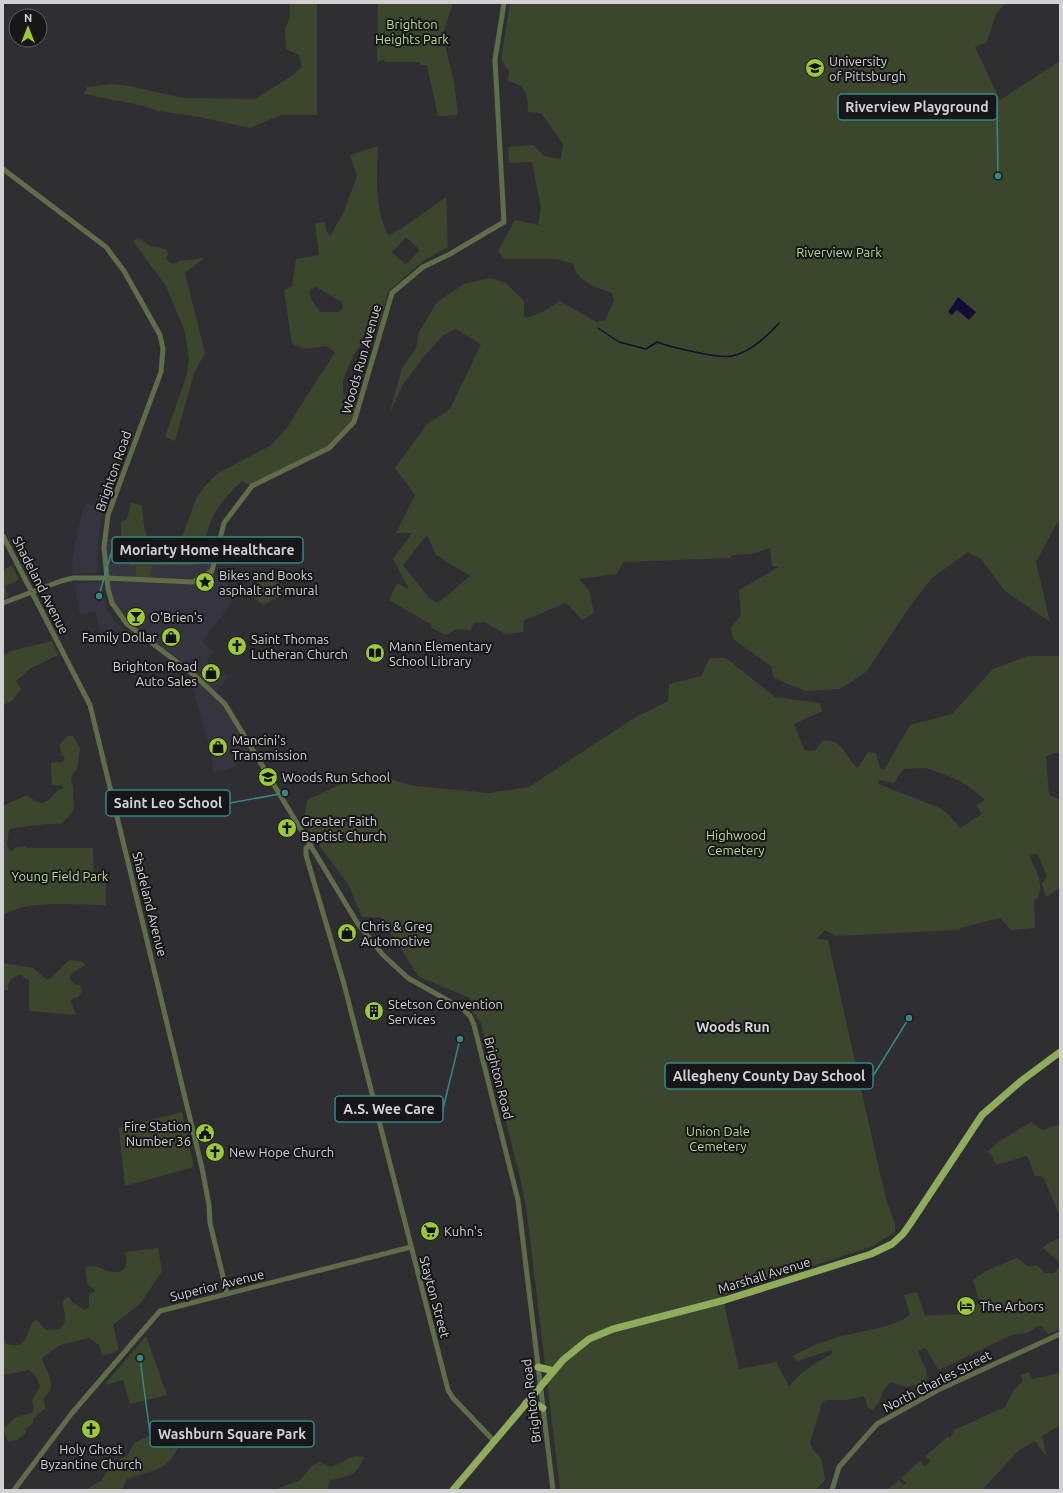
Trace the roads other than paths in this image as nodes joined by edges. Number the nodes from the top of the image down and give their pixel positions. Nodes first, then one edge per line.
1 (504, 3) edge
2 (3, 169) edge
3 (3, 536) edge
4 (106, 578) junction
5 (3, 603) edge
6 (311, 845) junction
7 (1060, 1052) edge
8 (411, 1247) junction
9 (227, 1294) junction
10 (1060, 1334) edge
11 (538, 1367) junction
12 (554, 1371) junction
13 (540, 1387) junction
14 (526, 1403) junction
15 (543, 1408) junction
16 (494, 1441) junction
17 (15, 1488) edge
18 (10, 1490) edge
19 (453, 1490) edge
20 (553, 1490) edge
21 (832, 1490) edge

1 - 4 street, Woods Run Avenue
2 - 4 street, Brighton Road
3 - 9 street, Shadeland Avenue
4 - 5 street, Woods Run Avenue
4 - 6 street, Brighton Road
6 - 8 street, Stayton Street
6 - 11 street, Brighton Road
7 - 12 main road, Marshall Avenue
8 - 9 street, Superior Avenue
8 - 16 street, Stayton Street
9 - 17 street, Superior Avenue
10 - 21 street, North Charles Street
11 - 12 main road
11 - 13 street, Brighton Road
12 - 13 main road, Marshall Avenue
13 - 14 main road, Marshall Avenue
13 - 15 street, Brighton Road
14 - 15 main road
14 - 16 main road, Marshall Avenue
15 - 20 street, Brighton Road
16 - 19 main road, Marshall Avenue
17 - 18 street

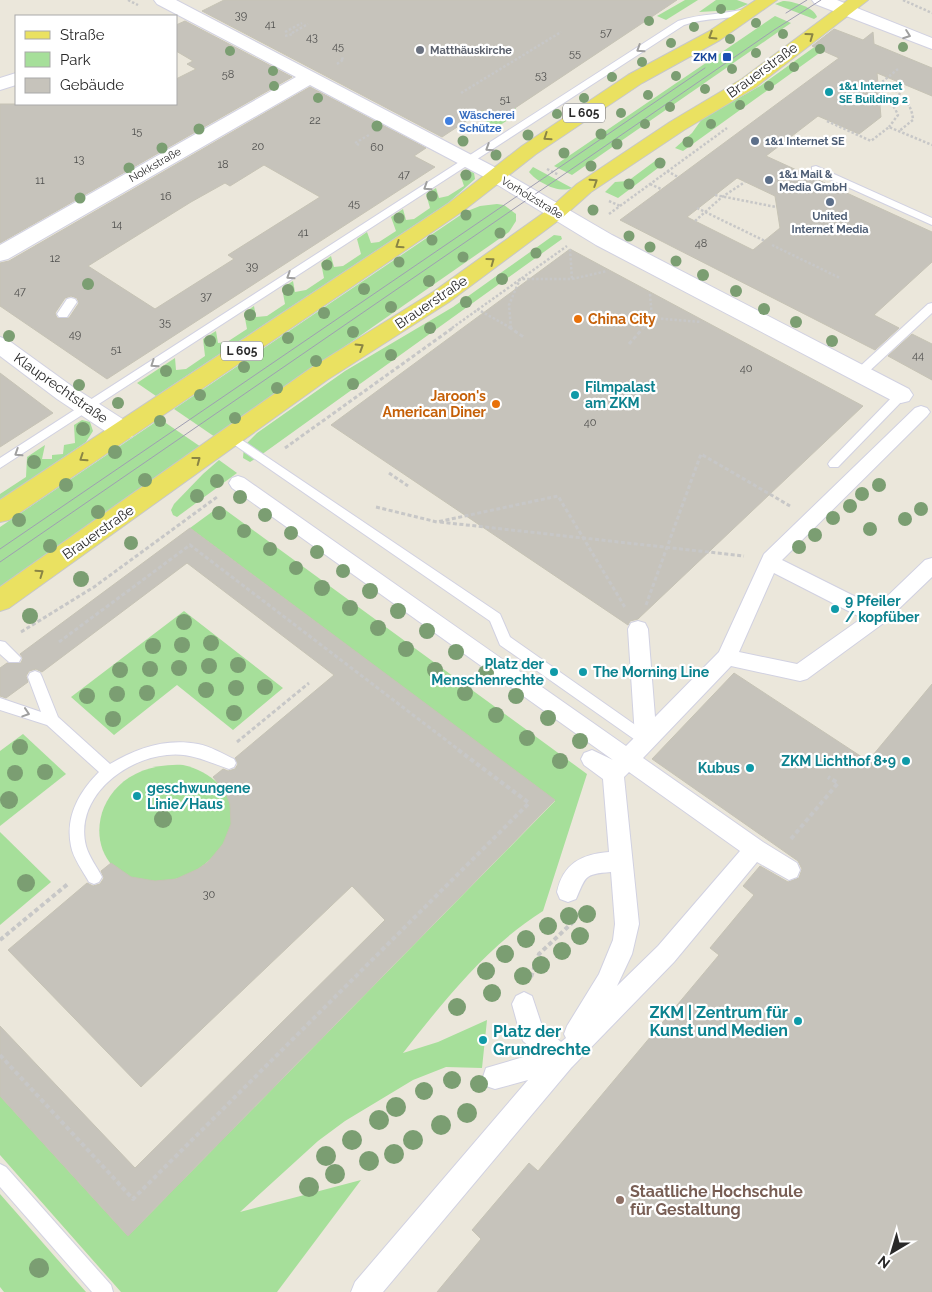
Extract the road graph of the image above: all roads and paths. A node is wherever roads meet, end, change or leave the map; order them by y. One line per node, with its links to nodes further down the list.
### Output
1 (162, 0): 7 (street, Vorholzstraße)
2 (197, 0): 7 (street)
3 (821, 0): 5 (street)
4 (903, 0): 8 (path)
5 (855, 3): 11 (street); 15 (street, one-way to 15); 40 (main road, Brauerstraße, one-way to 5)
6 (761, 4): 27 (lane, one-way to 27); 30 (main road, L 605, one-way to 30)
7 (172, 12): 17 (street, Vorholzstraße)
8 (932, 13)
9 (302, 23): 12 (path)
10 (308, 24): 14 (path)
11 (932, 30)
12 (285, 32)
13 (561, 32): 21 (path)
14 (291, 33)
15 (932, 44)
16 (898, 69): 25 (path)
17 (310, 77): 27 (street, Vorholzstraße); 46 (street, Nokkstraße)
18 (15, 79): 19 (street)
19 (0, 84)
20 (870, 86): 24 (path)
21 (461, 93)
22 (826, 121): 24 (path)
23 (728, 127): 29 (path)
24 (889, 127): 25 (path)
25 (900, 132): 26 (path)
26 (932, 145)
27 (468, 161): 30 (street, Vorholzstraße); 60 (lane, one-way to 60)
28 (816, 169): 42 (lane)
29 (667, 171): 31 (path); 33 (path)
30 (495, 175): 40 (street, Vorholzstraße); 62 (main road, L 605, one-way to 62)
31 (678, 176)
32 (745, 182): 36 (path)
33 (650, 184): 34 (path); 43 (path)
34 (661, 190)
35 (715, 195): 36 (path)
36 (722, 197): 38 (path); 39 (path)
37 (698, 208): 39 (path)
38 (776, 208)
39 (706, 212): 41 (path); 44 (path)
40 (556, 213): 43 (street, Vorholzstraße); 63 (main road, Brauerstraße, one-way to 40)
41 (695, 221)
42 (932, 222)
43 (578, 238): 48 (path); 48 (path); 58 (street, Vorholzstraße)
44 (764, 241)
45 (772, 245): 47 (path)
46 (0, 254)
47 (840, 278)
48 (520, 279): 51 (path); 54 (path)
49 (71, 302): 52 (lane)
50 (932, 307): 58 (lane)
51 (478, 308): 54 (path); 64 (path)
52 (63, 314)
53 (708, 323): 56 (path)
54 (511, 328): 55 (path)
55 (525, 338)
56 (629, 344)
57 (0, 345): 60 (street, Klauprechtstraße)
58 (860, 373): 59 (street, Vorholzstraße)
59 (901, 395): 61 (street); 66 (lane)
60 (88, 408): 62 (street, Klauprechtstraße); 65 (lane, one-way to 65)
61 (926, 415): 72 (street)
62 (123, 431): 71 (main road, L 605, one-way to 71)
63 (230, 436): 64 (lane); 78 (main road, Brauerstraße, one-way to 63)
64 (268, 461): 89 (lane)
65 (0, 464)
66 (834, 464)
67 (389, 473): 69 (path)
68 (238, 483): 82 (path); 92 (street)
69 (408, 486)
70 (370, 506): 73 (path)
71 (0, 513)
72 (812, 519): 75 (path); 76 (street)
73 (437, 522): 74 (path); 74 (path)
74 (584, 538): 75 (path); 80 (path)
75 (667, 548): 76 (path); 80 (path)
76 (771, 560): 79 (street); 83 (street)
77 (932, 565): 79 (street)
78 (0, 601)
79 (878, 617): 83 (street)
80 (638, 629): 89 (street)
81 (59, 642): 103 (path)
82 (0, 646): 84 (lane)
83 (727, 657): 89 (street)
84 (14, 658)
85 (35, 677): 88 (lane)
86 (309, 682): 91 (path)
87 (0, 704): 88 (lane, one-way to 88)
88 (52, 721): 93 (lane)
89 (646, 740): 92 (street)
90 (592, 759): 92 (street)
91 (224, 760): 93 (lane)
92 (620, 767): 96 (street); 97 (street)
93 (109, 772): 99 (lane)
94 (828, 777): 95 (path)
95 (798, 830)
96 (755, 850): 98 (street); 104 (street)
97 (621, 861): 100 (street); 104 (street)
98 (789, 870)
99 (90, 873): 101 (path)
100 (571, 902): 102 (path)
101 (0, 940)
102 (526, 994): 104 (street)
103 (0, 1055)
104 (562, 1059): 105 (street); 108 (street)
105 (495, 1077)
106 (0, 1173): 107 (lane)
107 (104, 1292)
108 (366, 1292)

- - - -

What needs to be done >> Whichever lines of the material hold the word "Superior", find and copy them.

Output of the task >>
8 - 9 street, Superior Avenue
9 - 17 street, Superior Avenue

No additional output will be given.